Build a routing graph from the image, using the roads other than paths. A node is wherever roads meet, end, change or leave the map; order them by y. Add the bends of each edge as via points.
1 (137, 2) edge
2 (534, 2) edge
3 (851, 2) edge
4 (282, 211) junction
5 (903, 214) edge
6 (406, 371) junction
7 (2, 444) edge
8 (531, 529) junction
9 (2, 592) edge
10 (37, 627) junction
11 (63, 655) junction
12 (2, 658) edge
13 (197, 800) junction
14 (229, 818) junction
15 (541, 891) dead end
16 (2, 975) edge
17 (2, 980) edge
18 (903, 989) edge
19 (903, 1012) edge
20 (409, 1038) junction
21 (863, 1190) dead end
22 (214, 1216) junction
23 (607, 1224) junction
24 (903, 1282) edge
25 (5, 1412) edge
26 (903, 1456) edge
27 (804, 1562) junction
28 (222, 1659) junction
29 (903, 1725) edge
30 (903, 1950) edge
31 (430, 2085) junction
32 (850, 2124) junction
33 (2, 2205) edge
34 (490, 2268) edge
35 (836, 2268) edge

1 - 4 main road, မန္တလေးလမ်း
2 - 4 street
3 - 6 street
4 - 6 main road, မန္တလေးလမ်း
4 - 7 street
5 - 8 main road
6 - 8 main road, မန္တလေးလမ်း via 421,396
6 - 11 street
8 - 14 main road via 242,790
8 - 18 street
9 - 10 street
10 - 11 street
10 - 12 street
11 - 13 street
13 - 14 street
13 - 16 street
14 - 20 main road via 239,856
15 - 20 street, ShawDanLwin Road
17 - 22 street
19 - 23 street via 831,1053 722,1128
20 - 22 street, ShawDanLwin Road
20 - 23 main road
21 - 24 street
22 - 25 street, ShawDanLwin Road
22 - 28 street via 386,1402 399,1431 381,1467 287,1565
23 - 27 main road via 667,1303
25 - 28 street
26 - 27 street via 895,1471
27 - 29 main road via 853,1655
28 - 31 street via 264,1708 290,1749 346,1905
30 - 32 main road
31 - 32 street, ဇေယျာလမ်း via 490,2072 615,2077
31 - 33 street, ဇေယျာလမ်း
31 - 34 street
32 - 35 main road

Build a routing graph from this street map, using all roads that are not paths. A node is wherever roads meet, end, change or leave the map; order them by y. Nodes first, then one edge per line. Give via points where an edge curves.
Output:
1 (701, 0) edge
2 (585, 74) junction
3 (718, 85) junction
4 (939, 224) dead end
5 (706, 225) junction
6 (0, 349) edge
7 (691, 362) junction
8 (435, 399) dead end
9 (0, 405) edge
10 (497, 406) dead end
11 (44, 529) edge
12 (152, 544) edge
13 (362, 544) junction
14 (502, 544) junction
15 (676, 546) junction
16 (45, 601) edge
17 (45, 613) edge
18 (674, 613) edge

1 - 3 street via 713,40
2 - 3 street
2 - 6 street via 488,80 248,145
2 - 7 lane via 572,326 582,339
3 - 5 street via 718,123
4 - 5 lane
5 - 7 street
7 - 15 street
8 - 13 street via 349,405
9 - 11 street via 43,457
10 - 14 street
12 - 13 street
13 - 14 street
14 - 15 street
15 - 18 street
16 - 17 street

**TO DO:** The reply should be nothing but the number of lines in the listing above that include "using".

**WRITTEN RESPONSE:** 2